Thin skin. The skin I’m in.
Thinning more each day.
Shin skin. Chin skin.
Shedding along the way.
What’s the skin, but boundary?
What’s you is outside my hide;
What’s inside my hide is me.
What becomes of hide if you slide?
Thin shin & chin skin. Slide into home; tear-up my hide.
What a metaphor my sore knees were for sliding into home.
Nearly everyday, on my way from the Fox’s house to home,
I’d slide in all alone...
Scrape my knees
On gravel in between
Our houses on top of the hill.
You could hear me scream so shrill.
Needing comfort, needing knees to be tended to.
See me! See how coming home hurt, won’t you?!
My Conception Journey ended with a bumpy landing.
WAIT!
Wrong womb!
W-A-A-A-I-T!! I was pushed!
W-A-A-A-A-A-I-I-I-TTTT! NO FAIR!!!
I didn’t mean to DROP in H-E-E-E-E-R-E!!!
Take me baaaaack to baby heaven.
Let me choose the folks for me!
NO! NOT this place, please!
These are not my people!
Mercifully, mom could sing - even though her sight was blocked.
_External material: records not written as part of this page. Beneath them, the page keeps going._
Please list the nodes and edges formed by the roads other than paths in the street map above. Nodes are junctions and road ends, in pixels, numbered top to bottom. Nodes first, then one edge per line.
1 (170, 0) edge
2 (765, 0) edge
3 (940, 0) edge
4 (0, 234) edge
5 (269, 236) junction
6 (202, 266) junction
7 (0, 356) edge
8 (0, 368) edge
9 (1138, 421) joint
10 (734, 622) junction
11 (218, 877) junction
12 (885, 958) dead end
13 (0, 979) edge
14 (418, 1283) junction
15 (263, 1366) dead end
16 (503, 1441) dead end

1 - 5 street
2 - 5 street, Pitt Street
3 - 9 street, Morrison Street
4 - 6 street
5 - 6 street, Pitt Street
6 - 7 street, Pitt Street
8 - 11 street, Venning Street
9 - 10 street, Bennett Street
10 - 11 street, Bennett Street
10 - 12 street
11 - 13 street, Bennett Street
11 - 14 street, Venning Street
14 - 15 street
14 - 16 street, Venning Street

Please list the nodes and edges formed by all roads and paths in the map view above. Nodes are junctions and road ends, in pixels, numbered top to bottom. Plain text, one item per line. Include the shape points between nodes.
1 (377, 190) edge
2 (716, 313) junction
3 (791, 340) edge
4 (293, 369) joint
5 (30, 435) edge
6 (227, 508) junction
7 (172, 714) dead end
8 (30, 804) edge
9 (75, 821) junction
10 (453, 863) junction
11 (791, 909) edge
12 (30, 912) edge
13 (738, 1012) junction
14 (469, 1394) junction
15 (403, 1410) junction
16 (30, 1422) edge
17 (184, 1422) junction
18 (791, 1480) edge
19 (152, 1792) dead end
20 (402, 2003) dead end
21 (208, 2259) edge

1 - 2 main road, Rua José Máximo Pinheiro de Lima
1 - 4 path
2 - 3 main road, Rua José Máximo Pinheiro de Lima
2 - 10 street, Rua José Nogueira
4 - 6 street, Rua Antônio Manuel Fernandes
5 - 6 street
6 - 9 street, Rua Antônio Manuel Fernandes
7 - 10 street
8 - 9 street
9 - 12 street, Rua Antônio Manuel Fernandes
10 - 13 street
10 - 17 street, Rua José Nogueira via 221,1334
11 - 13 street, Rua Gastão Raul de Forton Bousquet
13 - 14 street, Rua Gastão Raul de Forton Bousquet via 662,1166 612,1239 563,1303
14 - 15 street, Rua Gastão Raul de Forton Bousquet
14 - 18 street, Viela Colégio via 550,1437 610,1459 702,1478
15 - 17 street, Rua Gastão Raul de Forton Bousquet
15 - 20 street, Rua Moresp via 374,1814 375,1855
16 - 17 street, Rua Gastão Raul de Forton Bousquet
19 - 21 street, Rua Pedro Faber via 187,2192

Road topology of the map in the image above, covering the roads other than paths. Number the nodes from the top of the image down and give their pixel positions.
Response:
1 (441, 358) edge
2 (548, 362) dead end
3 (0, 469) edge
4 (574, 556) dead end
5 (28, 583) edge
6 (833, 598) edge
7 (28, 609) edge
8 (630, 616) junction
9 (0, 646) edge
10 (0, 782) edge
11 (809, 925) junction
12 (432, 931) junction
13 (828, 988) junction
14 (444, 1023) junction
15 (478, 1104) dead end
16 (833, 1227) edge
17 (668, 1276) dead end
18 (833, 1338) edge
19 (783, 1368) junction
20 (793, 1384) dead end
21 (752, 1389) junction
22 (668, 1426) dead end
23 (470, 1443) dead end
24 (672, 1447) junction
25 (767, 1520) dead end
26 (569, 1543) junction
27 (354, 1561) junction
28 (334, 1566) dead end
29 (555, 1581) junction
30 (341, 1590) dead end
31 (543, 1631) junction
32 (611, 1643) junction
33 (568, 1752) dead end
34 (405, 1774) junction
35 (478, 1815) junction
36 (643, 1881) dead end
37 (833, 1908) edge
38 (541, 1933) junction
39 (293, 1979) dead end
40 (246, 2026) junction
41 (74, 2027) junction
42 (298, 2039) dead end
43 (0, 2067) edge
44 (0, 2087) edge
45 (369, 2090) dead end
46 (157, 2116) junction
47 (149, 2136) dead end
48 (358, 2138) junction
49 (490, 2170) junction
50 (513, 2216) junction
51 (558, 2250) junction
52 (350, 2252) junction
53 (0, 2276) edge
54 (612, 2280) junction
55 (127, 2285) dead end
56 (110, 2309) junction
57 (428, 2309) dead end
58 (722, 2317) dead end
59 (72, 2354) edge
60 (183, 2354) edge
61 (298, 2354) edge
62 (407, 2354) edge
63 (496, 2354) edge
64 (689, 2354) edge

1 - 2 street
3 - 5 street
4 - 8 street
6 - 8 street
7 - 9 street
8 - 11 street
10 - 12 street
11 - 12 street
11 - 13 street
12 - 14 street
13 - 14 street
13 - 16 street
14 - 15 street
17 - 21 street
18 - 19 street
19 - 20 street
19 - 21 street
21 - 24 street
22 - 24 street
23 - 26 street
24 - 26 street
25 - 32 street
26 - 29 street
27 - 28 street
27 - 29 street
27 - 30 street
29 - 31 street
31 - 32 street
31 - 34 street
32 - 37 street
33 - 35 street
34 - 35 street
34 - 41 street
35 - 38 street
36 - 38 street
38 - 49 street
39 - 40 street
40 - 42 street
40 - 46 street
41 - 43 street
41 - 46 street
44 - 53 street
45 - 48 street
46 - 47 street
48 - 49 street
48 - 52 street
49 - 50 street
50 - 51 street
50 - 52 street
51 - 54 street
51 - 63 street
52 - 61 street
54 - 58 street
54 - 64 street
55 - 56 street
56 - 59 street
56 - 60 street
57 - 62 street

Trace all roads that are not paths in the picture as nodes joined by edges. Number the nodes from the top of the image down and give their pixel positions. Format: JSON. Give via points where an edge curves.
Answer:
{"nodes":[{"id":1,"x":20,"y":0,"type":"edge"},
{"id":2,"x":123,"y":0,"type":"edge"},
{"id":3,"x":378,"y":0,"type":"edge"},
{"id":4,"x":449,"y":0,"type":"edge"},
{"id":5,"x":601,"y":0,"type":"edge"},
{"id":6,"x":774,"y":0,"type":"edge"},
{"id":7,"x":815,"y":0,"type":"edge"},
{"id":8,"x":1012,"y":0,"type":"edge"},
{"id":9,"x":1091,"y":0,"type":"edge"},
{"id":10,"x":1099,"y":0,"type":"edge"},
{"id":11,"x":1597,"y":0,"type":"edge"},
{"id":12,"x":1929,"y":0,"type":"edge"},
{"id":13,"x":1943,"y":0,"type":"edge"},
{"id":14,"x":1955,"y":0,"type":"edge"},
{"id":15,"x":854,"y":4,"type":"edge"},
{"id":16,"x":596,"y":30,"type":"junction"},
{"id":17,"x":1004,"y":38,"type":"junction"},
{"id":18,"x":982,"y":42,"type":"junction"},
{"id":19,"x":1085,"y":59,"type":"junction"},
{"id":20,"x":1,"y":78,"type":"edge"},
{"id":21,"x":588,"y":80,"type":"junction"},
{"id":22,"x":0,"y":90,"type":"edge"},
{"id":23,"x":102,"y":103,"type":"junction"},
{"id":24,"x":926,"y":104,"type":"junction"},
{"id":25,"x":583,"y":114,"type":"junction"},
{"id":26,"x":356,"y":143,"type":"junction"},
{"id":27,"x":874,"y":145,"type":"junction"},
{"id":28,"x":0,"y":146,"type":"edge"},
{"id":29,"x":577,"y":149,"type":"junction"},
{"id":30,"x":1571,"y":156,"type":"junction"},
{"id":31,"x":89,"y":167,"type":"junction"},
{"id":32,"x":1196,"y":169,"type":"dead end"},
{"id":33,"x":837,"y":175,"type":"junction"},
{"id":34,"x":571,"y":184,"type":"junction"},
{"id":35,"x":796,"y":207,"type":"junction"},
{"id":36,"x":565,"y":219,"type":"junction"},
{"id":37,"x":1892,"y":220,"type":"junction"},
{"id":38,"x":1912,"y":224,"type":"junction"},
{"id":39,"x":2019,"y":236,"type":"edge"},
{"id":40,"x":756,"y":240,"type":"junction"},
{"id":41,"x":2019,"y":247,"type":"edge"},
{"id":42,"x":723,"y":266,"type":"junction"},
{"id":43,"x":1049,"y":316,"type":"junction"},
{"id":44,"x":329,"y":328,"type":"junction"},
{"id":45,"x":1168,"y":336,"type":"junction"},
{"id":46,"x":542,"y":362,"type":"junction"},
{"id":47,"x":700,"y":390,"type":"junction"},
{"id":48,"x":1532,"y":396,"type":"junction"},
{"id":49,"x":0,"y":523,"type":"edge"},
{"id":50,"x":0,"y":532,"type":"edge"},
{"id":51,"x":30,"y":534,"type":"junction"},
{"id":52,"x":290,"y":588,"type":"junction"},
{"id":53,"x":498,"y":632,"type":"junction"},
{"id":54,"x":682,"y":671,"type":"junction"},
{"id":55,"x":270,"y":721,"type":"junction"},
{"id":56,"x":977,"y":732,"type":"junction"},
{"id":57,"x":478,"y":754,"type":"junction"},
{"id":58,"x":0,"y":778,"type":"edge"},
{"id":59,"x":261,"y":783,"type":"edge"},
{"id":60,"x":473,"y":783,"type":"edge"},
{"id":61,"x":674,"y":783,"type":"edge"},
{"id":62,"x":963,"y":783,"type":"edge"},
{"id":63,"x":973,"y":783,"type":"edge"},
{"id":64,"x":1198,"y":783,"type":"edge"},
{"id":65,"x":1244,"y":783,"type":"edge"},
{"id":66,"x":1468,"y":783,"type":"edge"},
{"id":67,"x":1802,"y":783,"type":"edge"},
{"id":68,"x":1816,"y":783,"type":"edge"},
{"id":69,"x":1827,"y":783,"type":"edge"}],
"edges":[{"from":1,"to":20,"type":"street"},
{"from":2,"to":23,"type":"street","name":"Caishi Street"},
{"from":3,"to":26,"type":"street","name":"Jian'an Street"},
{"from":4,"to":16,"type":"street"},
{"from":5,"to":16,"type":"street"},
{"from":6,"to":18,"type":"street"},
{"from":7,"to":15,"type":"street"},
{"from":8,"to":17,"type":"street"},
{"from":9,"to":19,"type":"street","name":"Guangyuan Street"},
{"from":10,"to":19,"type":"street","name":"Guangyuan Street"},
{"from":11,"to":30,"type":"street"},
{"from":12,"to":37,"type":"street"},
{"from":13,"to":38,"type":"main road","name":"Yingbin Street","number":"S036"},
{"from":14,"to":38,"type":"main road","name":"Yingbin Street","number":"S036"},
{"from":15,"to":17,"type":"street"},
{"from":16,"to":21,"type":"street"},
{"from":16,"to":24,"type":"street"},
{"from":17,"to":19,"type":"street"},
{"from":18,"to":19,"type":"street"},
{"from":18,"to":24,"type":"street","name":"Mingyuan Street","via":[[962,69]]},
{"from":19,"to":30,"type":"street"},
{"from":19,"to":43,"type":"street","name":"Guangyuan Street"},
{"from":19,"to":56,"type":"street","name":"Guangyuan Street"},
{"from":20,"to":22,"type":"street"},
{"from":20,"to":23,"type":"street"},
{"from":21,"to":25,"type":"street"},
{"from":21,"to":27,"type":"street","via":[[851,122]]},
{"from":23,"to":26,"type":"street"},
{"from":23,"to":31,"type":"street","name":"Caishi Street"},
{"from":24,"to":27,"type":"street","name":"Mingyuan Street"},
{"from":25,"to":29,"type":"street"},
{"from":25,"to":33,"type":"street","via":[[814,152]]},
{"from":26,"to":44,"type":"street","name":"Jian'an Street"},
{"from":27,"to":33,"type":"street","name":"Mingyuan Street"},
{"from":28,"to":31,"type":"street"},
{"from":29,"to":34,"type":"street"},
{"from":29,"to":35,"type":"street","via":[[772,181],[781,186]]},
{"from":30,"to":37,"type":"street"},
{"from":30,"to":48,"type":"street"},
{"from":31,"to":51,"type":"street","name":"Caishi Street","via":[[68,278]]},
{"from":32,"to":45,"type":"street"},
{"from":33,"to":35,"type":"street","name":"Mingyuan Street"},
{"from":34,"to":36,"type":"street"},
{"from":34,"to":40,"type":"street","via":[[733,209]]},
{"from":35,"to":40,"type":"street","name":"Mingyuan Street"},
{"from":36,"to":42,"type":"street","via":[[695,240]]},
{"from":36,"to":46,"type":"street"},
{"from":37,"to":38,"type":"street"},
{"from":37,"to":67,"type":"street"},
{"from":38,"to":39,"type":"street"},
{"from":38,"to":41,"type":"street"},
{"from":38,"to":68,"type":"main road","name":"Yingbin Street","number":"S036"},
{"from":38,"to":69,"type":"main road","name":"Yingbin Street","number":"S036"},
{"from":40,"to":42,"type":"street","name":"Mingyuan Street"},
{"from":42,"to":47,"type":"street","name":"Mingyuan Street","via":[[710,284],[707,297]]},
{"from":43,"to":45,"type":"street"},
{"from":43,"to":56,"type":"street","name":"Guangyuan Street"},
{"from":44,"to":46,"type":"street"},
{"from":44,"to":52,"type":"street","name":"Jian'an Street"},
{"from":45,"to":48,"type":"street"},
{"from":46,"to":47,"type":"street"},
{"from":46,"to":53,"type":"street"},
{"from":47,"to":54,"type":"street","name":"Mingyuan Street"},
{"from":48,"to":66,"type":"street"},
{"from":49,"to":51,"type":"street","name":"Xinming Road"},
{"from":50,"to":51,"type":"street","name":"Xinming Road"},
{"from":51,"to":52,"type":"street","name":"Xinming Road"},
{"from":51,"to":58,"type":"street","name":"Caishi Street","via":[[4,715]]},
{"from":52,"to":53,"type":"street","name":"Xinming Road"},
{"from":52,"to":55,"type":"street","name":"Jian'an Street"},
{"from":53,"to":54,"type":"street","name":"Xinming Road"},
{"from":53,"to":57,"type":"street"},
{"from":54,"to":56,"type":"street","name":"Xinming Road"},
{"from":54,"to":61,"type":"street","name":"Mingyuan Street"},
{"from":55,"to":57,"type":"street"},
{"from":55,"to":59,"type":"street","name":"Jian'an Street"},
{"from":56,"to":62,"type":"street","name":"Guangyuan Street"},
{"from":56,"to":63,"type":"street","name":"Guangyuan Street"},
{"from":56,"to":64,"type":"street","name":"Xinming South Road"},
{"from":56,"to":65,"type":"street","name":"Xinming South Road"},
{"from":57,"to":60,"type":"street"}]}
Mercifully, mom could rock - ‘though she knew not that daddy’s cock
was going where it shouldn’t ought.
Let me hide my hide so he won’t whup it.
Let my hide be spared his rod.
Let me hide my hide so he won’t see it.
Let my hide be spared, by God!
I couldn’t believe in God on high
When daddy s-l-i-m-e-d me - mouth to thigh
Daren’t ask Jesus’ help to fly...
He’d asked so nice and was left to die!
Hiding hide became my practice
Closet safety my specialty
Hide my hide in trees and grasses
Great outdoors my sanity
Daddy drinks and daddy stinks
Just the same as Don
Fox... and Jacky’s daddy John
All daddies drink and stink, me thinks
All the daddies and their wives
Are running for their lives
Just after war, lest we forget
Water forgets not it’s wet
Big brother is a bother
Acting much the same as father
Drank at ten when I was four
Drank from then and ever more
Who will save this freckled hide?
Who will mend this mangled pride
Who, indeed, can make it better?
Grammy, maybe. Wrapped in her sweater
I’m protected and calm
Her love, her prayer - a healing balm
At her house, I can be seen
And daddy here is rarely mean
Grammy sees me, so does Nora
Kay Harris, too, shore ‘n’ begorrah
It takes so little to help a kid
Just see her and she stops the skid
From light to total dark
She turns, rebounds with every quark
Going lightward full speed ahead
Going upward, shedding dread
Soon there’ll be no need to hide
With daddy on the other side
I’ll write and sing without any fears
Wet cheeks’ reward are joyful tears
So, Memorial Day plays double duty
Commending Dad and Bro
Who fought for country, love and beauty
Not so very long ago
I remember, too, the girl whose hide has healed
Whose sentence was repealed
The one whose gratitude is infinite
For Grammy’s love like granite
The rock on which I could depend
Foundation of love unconditional
I suppose it’s simply traditional
That Gran’mother’s love never ends.
Heidi Hi, Heidi Ho.
Heal the hide and away we go!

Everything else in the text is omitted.